▶ _WHAT THE TASK REQUIRES_: All records that follow are to be restated exactly.

▶ _Collected data entries_:
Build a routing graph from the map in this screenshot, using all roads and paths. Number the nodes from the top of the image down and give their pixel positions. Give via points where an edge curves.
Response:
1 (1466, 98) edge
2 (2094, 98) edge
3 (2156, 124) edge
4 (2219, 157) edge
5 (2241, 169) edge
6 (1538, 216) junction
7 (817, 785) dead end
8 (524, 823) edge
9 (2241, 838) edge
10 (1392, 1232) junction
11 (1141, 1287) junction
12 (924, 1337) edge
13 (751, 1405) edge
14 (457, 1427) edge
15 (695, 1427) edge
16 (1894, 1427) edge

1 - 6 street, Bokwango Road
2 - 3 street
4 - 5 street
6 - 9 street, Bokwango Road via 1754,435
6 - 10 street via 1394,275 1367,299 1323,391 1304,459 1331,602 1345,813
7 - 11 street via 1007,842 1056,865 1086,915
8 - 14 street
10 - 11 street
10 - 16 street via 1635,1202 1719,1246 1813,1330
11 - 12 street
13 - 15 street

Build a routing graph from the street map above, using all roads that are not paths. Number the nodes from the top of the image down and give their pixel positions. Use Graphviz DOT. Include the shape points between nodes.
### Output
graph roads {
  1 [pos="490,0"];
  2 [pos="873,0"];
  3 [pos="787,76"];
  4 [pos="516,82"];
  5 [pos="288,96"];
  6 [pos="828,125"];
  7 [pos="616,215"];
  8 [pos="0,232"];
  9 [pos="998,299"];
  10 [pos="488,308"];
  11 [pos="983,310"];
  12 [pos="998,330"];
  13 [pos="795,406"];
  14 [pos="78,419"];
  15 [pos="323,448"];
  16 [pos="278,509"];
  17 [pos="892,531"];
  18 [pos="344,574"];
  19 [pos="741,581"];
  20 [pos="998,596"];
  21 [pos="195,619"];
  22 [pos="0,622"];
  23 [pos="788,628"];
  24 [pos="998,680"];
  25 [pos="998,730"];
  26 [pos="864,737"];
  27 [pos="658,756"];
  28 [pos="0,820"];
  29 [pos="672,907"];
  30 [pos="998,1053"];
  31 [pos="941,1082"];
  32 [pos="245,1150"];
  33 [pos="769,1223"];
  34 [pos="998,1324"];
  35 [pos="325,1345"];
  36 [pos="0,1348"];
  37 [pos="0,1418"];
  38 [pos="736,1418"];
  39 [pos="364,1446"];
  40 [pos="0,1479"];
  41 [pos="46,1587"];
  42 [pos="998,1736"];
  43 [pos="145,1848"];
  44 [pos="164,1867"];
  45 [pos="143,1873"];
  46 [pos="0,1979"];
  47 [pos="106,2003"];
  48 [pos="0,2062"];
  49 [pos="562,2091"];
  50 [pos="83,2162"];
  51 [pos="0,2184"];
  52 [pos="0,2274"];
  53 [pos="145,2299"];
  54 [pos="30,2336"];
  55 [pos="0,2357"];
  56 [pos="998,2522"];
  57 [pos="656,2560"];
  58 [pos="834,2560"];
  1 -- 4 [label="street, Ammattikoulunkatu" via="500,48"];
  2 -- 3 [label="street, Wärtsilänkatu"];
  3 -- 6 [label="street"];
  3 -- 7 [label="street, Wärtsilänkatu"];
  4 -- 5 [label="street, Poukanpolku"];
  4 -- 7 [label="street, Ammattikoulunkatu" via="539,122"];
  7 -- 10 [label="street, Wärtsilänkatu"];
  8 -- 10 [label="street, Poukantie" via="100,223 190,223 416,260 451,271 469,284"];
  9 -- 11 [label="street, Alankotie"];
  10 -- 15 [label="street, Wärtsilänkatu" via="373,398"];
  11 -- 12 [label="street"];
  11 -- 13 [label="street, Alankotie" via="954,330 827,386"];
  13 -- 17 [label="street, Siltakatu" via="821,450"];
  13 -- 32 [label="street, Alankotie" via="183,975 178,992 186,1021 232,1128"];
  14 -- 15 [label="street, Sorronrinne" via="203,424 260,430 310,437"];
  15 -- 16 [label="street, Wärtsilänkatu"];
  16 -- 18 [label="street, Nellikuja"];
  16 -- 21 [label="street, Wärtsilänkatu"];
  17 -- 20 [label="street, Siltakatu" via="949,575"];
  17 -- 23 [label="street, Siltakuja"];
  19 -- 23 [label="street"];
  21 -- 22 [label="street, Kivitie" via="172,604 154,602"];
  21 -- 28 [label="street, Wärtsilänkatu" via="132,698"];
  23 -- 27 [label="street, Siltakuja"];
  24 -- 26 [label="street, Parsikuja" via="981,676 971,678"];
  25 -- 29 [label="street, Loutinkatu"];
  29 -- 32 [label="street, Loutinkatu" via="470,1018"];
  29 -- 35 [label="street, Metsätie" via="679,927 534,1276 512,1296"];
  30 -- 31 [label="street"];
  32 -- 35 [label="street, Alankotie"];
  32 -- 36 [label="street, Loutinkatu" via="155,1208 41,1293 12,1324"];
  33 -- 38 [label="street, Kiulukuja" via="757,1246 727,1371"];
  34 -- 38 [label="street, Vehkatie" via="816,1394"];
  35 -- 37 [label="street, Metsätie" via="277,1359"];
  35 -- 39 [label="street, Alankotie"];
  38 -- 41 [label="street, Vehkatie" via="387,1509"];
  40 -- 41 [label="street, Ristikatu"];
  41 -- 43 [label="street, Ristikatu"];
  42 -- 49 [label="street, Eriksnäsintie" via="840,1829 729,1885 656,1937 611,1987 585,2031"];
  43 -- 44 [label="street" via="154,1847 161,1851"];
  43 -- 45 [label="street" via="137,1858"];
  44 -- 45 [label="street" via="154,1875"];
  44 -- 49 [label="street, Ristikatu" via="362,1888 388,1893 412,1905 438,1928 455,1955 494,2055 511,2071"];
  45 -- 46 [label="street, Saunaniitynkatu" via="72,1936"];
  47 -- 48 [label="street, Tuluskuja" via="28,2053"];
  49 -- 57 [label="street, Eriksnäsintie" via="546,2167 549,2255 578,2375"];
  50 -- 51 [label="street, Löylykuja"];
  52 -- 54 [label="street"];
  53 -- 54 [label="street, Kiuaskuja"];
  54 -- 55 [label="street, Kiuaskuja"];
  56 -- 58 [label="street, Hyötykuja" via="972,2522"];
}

▶ _WORKED SOLUTION_:
Build a routing graph from the map in this screenshot, using all roads and paths. Number the nodes from the top of the image down and give their pixel positions. Give via points where an edge curves.
Response:
1 (1466, 98) edge
2 (2094, 98) edge
3 (2156, 124) edge
4 (2219, 157) edge
5 (2241, 169) edge
6 (1538, 216) junction
7 (817, 785) dead end
8 (524, 823) edge
9 (2241, 838) edge
10 (1392, 1232) junction
11 (1141, 1287) junction
12 (924, 1337) edge
13 (751, 1405) edge
14 (457, 1427) edge
15 (695, 1427) edge
16 (1894, 1427) edge

1 - 6 street, Bokwango Road
2 - 3 street
4 - 5 street
6 - 9 street, Bokwango Road via 1754,435
6 - 10 street via 1394,275 1367,299 1323,391 1304,459 1331,602 1345,813
7 - 11 street via 1007,842 1056,865 1086,915
8 - 14 street
10 - 11 street
10 - 16 street via 1635,1202 1719,1246 1813,1330
11 - 12 street
13 - 15 street

Build a routing graph from the street map above, using all roads that are not paths. Number the nodes from the top of the image down and give their pixel positions. Use Graphviz DOT. Include the shape points between nodes.
### Output
graph roads {
  1 [pos="490,0"];
  2 [pos="873,0"];
  3 [pos="787,76"];
  4 [pos="516,82"];
  5 [pos="288,96"];
  6 [pos="828,125"];
  7 [pos="616,215"];
  8 [pos="0,232"];
  9 [pos="998,299"];
  10 [pos="488,308"];
  11 [pos="983,310"];
  12 [pos="998,330"];
  13 [pos="795,406"];
  14 [pos="78,419"];
  15 [pos="323,448"];
  16 [pos="278,509"];
  17 [pos="892,531"];
  18 [pos="344,574"];
  19 [pos="741,581"];
  20 [pos="998,596"];
  21 [pos="195,619"];
  22 [pos="0,622"];
  23 [pos="788,628"];
  24 [pos="998,680"];
  25 [pos="998,730"];
  26 [pos="864,737"];
  27 [pos="658,756"];
  28 [pos="0,820"];
  29 [pos="672,907"];
  30 [pos="998,1053"];
  31 [pos="941,1082"];
  32 [pos="245,1150"];
  33 [pos="769,1223"];
  34 [pos="998,1324"];
  35 [pos="325,1345"];
  36 [pos="0,1348"];
  37 [pos="0,1418"];
  38 [pos="736,1418"];
  39 [pos="364,1446"];
  40 [pos="0,1479"];
  41 [pos="46,1587"];
  42 [pos="998,1736"];
  43 [pos="145,1848"];
  44 [pos="164,1867"];
  45 [pos="143,1873"];
  46 [pos="0,1979"];
  47 [pos="106,2003"];
  48 [pos="0,2062"];
  49 [pos="562,2091"];
  50 [pos="83,2162"];
  51 [pos="0,2184"];
  52 [pos="0,2274"];
  53 [pos="145,2299"];
  54 [pos="30,2336"];
  55 [pos="0,2357"];
  56 [pos="998,2522"];
  57 [pos="656,2560"];
  58 [pos="834,2560"];
  1 -- 4 [label="street, Ammattikoulunkatu" via="500,48"];
  2 -- 3 [label="street, Wärtsilänkatu"];
  3 -- 6 [label="street"];
  3 -- 7 [label="street, Wärtsilänkatu"];
  4 -- 5 [label="street, Poukanpolku"];
  4 -- 7 [label="street, Ammattikoulunkatu" via="539,122"];
  7 -- 10 [label="street, Wärtsilänkatu"];
  8 -- 10 [label="street, Poukantie" via="100,223 190,223 416,260 451,271 469,284"];
  9 -- 11 [label="street, Alankotie"];
  10 -- 15 [label="street, Wärtsilänkatu" via="373,398"];
  11 -- 12 [label="street"];
  11 -- 13 [label="street, Alankotie" via="954,330 827,386"];
  13 -- 17 [label="street, Siltakatu" via="821,450"];
  13 -- 32 [label="street, Alankotie" via="183,975 178,992 186,1021 232,1128"];
  14 -- 15 [label="street, Sorronrinne" via="203,424 260,430 310,437"];
  15 -- 16 [label="street, Wärtsilänkatu"];
  16 -- 18 [label="street, Nellikuja"];
  16 -- 21 [label="street, Wärtsilänkatu"];
  17 -- 20 [label="street, Siltakatu" via="949,575"];
  17 -- 23 [label="street, Siltakuja"];
  19 -- 23 [label="street"];
  21 -- 22 [label="street, Kivitie" via="172,604 154,602"];
  21 -- 28 [label="street, Wärtsilänkatu" via="132,698"];
  23 -- 27 [label="street, Siltakuja"];
  24 -- 26 [label="street, Parsikuja" via="981,676 971,678"];
  25 -- 29 [label="street, Loutinkatu"];
  29 -- 32 [label="street, Loutinkatu" via="470,1018"];
  29 -- 35 [label="street, Metsätie" via="679,927 534,1276 512,1296"];
  30 -- 31 [label="street"];
  32 -- 35 [label="street, Alankotie"];
  32 -- 36 [label="street, Loutinkatu" via="155,1208 41,1293 12,1324"];
  33 -- 38 [label="street, Kiulukuja" via="757,1246 727,1371"];
  34 -- 38 [label="street, Vehkatie" via="816,1394"];
  35 -- 37 [label="street, Metsätie" via="277,1359"];
  35 -- 39 [label="street, Alankotie"];
  38 -- 41 [label="street, Vehkatie" via="387,1509"];
  40 -- 41 [label="street, Ristikatu"];
  41 -- 43 [label="street, Ristikatu"];
  42 -- 49 [label="street, Eriksnäsintie" via="840,1829 729,1885 656,1937 611,1987 585,2031"];
  43 -- 44 [label="street" via="154,1847 161,1851"];
  43 -- 45 [label="street" via="137,1858"];
  44 -- 45 [label="street" via="154,1875"];
  44 -- 49 [label="street, Ristikatu" via="362,1888 388,1893 412,1905 438,1928 455,1955 494,2055 511,2071"];
  45 -- 46 [label="street, Saunaniitynkatu" via="72,1936"];
  47 -- 48 [label="street, Tuluskuja" via="28,2053"];
  49 -- 57 [label="street, Eriksnäsintie" via="546,2167 549,2255 578,2375"];
  50 -- 51 [label="street, Löylykuja"];
  52 -- 54 [label="street"];
  53 -- 54 [label="street, Kiuaskuja"];
  54 -- 55 [label="street, Kiuaskuja"];
  56 -- 58 [label="street, Hyötykuja" via="972,2522"];
}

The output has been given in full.